View Single Post
Old 11-19-2003, 08:03 PM   #67
Aiwendil
Late Istar
 
Join Date: Mar 2001
Posts: 2,224
Aiwendil is a guest at the Prancing Pony.Aiwendil is a guest at the Prancing Pony.
Sting

Lyta Underhill wrote:
Quote:
The art in science to me lies in the description, the elucidation, the mathematics, if you will. Certainly it behaves according to strict laws, but these laws are ever changing, ever being refined.
Science behaves in accordance with one very strict law: all that it is about is describing and predicting data. This is a very rigorous and very rigid definition, which is of course nothing like the definition of art (whatever that might be). I don't think the purpose of science ever changes.

Quote:
That, to me, is an art, even though its roots are strictly governed by mathematics (in itself an exercise in aesthetics
I certainly appreciate the aesthetic appeal of mathematics (though when I'm embroiled in the depths of, say, a complicated partial differential equation, I must confess that the aesthetic appeal is rather lost on me). But are you really prepared to say that mathematics is aesthetics? Surely aesthetics depends upon the peculiar structure of the human brain, not just upon the logical structure of the world.
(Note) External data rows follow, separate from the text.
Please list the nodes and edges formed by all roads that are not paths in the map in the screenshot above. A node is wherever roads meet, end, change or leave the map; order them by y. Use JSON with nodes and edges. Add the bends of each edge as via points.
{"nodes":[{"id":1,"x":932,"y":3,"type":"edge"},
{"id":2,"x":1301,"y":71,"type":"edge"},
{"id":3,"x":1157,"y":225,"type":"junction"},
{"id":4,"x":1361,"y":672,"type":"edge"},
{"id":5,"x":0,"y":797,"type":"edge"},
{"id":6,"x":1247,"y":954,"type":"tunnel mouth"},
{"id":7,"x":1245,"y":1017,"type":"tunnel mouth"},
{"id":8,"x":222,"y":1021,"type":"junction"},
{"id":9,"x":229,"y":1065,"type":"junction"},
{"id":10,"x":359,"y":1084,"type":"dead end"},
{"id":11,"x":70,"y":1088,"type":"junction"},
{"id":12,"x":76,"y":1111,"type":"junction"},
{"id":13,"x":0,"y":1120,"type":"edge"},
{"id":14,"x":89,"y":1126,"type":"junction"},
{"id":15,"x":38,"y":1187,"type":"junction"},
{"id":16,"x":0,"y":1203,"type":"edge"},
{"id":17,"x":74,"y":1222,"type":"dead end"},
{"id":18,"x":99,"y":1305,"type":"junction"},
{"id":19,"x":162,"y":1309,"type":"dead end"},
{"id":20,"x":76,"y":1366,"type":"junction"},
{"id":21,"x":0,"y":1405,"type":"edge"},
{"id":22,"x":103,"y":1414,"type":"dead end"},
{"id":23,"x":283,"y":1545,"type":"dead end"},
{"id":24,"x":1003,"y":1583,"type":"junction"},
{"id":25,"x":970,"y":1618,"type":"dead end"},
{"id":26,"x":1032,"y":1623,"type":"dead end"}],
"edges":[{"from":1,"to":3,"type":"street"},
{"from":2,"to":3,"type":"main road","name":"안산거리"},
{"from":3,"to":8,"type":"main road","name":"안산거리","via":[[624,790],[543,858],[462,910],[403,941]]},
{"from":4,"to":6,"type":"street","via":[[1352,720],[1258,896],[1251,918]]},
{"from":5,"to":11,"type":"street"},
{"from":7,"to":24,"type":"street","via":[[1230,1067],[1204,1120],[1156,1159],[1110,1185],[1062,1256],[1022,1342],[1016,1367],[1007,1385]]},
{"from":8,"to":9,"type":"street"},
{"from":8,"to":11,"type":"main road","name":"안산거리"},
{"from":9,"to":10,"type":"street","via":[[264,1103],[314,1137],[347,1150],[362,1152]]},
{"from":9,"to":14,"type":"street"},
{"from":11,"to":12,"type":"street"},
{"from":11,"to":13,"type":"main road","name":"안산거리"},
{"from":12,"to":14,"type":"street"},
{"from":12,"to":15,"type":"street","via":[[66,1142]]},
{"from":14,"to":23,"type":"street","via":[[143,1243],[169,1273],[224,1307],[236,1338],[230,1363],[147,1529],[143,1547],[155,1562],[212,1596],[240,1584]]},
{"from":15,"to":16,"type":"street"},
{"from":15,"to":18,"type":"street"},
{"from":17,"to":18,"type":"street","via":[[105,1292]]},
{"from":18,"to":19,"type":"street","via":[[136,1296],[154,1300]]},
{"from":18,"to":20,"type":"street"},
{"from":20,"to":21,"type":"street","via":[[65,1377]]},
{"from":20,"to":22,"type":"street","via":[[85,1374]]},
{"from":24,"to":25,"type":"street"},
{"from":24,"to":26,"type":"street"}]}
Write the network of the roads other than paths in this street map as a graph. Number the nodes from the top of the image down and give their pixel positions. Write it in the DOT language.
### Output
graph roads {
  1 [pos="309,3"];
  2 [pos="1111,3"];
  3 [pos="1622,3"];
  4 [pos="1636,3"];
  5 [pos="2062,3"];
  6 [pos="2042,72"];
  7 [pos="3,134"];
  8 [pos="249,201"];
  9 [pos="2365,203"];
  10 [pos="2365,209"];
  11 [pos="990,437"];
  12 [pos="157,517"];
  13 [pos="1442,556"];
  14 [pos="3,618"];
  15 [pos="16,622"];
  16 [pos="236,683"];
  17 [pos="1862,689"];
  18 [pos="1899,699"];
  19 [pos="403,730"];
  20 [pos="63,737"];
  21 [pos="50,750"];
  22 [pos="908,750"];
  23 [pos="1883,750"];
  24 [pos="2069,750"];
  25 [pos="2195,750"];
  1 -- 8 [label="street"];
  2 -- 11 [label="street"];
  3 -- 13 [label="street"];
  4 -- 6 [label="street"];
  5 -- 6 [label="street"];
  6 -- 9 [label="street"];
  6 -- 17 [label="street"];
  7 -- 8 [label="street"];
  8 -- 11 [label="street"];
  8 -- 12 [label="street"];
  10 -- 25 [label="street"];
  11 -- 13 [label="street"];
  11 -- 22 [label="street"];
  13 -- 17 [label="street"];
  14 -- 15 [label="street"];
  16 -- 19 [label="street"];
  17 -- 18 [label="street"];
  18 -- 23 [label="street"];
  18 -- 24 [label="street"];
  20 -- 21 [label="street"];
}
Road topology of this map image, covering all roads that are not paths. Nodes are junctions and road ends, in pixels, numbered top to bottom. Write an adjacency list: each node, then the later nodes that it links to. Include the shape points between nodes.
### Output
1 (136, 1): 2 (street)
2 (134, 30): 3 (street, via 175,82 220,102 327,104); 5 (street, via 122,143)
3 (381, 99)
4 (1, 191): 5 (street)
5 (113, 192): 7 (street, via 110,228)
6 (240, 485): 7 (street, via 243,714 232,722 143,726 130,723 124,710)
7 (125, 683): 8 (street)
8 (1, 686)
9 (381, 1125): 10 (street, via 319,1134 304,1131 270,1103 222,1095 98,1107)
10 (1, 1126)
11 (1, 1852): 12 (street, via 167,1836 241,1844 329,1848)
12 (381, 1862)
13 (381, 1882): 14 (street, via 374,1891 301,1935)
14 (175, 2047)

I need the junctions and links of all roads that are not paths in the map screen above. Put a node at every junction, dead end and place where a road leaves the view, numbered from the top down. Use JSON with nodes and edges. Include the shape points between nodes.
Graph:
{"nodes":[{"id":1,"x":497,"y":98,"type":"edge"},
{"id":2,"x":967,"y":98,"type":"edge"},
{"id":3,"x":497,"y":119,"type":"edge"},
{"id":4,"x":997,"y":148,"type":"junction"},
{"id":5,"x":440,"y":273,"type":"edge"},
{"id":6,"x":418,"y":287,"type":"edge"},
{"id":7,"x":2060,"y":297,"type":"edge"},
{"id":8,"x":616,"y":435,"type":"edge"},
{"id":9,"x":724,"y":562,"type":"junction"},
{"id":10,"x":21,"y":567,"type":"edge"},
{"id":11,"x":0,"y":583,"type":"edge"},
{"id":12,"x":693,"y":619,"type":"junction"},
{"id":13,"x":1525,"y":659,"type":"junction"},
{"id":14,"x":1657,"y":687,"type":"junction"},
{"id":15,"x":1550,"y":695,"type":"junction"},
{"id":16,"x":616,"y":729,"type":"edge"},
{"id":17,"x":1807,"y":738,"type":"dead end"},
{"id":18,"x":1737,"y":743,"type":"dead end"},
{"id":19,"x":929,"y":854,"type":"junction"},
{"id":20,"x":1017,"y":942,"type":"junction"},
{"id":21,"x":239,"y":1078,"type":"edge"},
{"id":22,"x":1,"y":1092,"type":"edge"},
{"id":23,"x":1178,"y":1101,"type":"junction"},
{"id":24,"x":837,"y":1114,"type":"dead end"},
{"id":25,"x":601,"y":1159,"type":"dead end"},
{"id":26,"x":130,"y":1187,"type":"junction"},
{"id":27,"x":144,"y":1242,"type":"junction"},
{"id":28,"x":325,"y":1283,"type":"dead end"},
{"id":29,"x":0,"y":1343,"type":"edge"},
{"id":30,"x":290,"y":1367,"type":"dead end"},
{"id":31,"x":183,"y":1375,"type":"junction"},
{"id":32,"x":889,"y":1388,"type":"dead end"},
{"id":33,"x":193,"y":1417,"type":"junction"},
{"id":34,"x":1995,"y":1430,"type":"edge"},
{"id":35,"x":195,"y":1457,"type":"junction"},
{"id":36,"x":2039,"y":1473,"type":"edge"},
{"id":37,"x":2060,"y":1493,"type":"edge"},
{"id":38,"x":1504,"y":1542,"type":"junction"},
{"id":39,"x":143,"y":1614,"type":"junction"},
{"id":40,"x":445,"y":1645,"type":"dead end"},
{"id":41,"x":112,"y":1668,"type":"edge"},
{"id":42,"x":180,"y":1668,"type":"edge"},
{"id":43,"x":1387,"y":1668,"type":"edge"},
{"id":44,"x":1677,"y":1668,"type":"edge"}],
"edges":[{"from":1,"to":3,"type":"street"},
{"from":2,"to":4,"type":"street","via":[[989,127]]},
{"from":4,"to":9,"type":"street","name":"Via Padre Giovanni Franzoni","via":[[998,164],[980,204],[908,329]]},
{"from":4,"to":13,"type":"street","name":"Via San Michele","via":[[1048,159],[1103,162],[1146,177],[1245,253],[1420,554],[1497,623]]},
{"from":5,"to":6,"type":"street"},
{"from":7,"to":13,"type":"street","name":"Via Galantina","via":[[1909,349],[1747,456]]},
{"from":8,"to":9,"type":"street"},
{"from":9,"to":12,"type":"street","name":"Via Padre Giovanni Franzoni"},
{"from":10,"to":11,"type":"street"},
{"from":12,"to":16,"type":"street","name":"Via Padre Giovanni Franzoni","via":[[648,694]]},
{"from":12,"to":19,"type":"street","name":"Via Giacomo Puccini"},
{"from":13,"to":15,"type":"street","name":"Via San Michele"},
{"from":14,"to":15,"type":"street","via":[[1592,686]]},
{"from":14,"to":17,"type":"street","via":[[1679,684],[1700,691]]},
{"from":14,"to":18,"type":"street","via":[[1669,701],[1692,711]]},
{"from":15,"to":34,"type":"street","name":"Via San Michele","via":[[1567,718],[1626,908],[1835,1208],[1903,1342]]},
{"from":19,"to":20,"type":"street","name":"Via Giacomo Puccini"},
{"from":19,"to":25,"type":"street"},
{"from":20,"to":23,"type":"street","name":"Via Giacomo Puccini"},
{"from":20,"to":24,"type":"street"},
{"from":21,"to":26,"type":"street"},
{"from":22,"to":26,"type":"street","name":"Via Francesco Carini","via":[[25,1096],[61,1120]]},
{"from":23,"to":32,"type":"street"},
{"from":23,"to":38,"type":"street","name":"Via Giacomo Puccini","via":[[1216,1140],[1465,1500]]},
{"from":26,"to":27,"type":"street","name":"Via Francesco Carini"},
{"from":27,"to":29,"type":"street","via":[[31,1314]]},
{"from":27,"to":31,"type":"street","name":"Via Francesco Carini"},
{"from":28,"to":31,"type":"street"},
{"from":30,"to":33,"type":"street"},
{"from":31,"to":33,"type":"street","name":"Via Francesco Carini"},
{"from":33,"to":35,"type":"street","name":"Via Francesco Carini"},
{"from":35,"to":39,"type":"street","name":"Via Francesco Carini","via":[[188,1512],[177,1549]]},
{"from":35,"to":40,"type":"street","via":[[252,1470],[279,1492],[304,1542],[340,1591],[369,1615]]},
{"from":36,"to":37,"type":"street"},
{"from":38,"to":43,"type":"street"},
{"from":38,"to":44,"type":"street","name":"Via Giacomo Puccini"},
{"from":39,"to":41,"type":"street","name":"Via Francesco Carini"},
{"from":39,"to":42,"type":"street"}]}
But I'm not even sure what we're arguing about any longer. The original discussion involved the possibility of some kind of meaningful connection between the music of the Ainur and the vibrations of superstrings in the early universe. I stand by my opinion that such connections are nothing more than coincidents.

Quote:
One could make this claim, although it would be out of the mainstream. But, if one's tastes ran to an evening's contemplation of elegant equations rather than a good story, then one could call it literature.
Certainly one could say that one enjoyed it - but would it really be correct to call it "literature"? Admittedly, as I pointed out elsewhere recently, all definitions are arbitrary. So one can certainly call it "literature" if one likes, as long as one adopts a certain definition for "literature". But I don't think that this would be the usual way in which the term is used. "Literature" as an art form seems to me to be something quite different from equations.

Quote:
I do not mean to say that they are literally scientists of different disciplines and they are translating equations, but that each one's part in the Music is analogous
to the specialist in a particular overreaching field, such as physics as a whole is. It is not a literal comparison but an analogy.
I agree with the analogy, as far as it seems to me to go.

Quote:
Indeed how can one assume that this music is literally related to our own understanding of what is traditionally known as music?
That's an interesting question. But I am of the opinion that in reading the Ainulindale, we are to think of "music" as we know it - traditional music, even, probably, western music. The evidence for this view is by no means conclusive. But it seems to me that since the Silmarillion is already a myth, it isn't quite right to hyper-mythologize, as it were, a certain portion of it. In other words, why should we take the Ainulindale specifically as being any less "true" than the other, also clearly mythological, tales? Note also that the song of the Ainur is explicitly compared with the music of "harps and lutes, and pipes and trumpets, and viols and organs, and . . . countless choirs singing with words". And it is at least suggested that some echo of the music of the Ainur survives in the sound of water, and that there is an association for the Elves between song and water.

Quote:
physics is the uncovering of the ever-present nature of the Universe, which was there long before anyone arose to attempt its description. I've also been known to espouse the view that the very behavior of the Universe is influenced by our attempts to view it, keeping a complete explanation, in effect, just out of reach in some cases.
Forgive me for veering slightly off the topic, but these two views sound contradictory. The first view, that physics exists to be discovered, seems to me to be the very opposite of the rather constructivist view that the rules change in response to how we go about investigating them.

Quote:
Thanks for a lively discussion, Aiwendil! Always a pleasure!
I've enjoyed it as well.

Amarie wrote:
Quote:
how it is possible to sing without time? Music, at least, the kind of music we can understand, needs time to be produced.
To which Lyta Underhill replied:
Quote:
Perhaps this would speak to the Music being fundamentally different from music as we understand it then? Or perhaps we simply cannot imagine music without meter. In a way, I believe it would be so overwhelming, with the themes rising and falling and interweaving all together, that a mere mortal such as myself could not bear to 'hear' it in its fullness.
If there were truly no time, music would be impossible, for sound would be impossible.

Tolkien does call Iluvatar's dwelling the "Timeless Halls", but like most fictional depictions of supposedly timeless places or people, it has time quite distinctly built into it. Without time there can be no creation, for that implies the existence at one time of a thing that did not exist at another. There can be no seeking for the Secret Fire alone in the void, no speech, no "at first" or "then" (words which are used in the Ainulindale), etc.